I don't have an affinity for gangsta rap, and I don't buy the notion that it's an agent for social change. That's partly because I don't think art has a responsibility to instruct us in the first place: I'm predisposed to dislike any type of music that's held up as instructional, whether it's made by Tupac Shakur or Cat Stevens.

But even beyond that, it rankles me that so many gangsta-rap artists justify aggression and sexism in their music by claiming that they're just "keeping it real," so that "things will change." Does anyone ever consider that keeping it real is more likely to prevent change from happening than to foment it? Gangsta-rap artists and their fans often take great pains to lend the work a moral weight that it just doesn't have, when its morality (or even its lack thereof, if that's your view) isn't the issue at all. If the work at hand needs to be explained and justified by extra words, it's not doing its job in the first place.

That said, I admit that I wish gangsta rap could jolt me into deeper understanding, instead of simply turning me off: I don't see the alleged theory of gangsta rap, as opposed to the actual practice, as being all that different from the simmering cries of anger and fear and resentment that we got from earlier African-American artists like Sly Stone (on the LP "There's a Riot Goin' On") or the O'Jays ("Backstabbers") or the Undisputed Truth ("Smiling Faces Sometimes") or Curtis Mayfield ("Freddie's Dead"). (Believe me, all of those songs were pretty eye-opening for a little white girl growing up in an average middle-class neighborhood in the '70s.)

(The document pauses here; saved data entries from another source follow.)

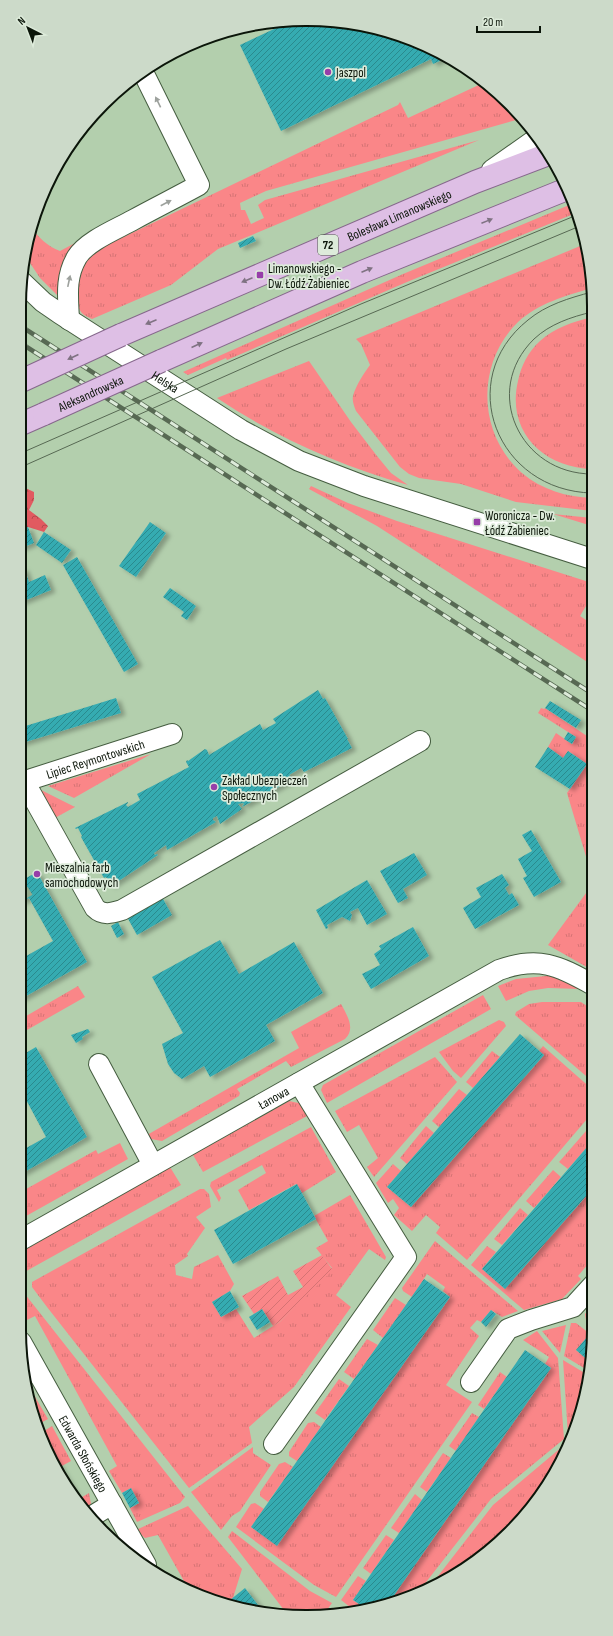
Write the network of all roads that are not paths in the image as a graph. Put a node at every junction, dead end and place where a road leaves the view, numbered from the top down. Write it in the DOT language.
graph roads {
  1 [pos="145,77"];
  2 [pos="533,141"];
  3 [pos="543,156"];
  4 [pos="475,182"];
  5 [pos="562,191"];
  6 [pos="27,287"];
  7 [pos="69,320"];
  8 [pos="26,379"];
  9 [pos="26,422"];
  10 [pos="587,557"];
  11 [pos="172,734"];
  12 [pos="420,741"];
  13 [pos="26,780"];
  14 [pos="26,791"];
  15 [pos="587,982"];
  16 [pos="99,1064"];
  17 [pos="299,1083"];
  18 [pos="153,1165"];
  19 [pos="26,1237"];
  20 [pos="587,1292"];
  21 [pos="27,1353"];
  22 [pos="471,1382"];
  23 [pos="274,1444"];
  24 [pos="112,1504"];
  25 [pos="96,1514"];
  26 [pos="141,1555"];
  7 -- 1 [label="street, one-way"];
  2 -- 4 [label="street"];
  3 -- 4 [label="main road, Bolesława Limanowskiego / 72"];
  4 -- 8 [label="main road, Bolesława Limanowskiego / 72, one-way, bridge"];
  9 -- 5 [label="main road, Aleksandrowska, one-way, bridge"];
  6 -- 7 [label="street, Helska"];
  7 -- 10 [label="street, Helska"];
  11 -- 13 [label="street, Lipiec Reymontowskich"];
  12 -- 14 [label="street"];
  15 -- 17 [label="street, Łanowa"];
  16 -- 18 [label="street"];
  17 -- 18 [label="street, Łanowa"];
  17 -- 23 [label="street"];
  18 -- 19 [label="street, Łanowa"];
  20 -- 22 [label="street"];
  21 -- 24 [label="street, Edwarda Słońskiego"];
  24 -- 25 [label="street"];
  24 -- 26 [label="street, Edwarda Słońskiego"];
}
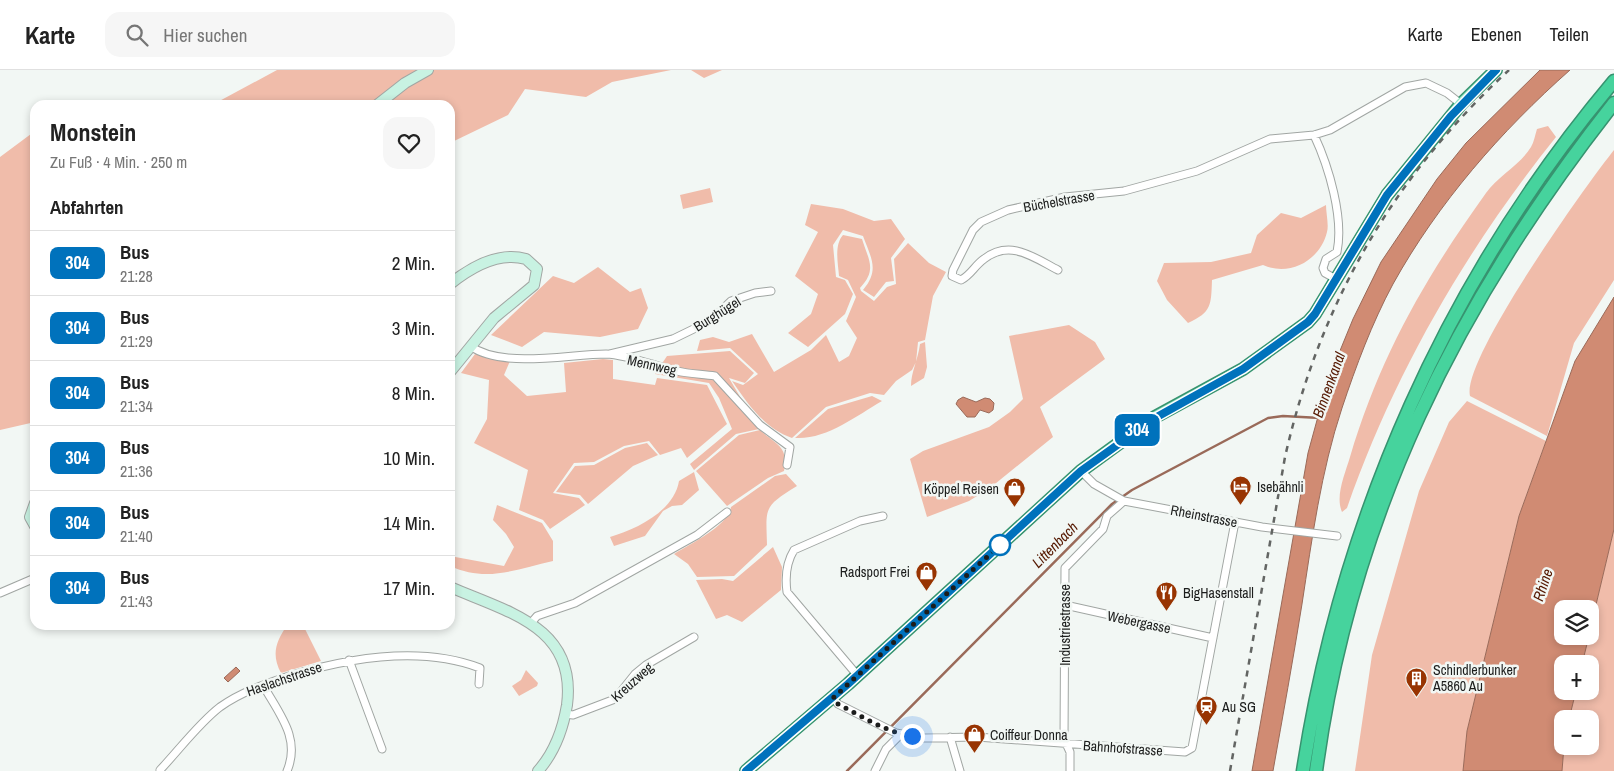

"Tupac: Resurrection" is clearly designed for people who are already Tupac fans -- and that's a shame, because there are plenty of things that the world at large ought to know about Tupac Shakur. Even if he didn't use his talent in ways that white America is comfortable with, there's no doubt he had loads of it. And I suspect few nonfans realize how hilarious Tupac could be: There's a great moment in which he describes to MTV's Tabitha "The Loneliest Monk" Soren how lousy prison food is -- most notably, the dispiriting effect of finding long, scraggly hairs in your Jell-O. But in the end, "Tupac: Resurrection" gives us too much raw Tupac, and yet somehow not enough. He remains a mystery -- one who still sells lots and lots of records.


By Stephanie Zacharek

Stephanie Zacharek is a senior writer for Salon Arts & Entertainment.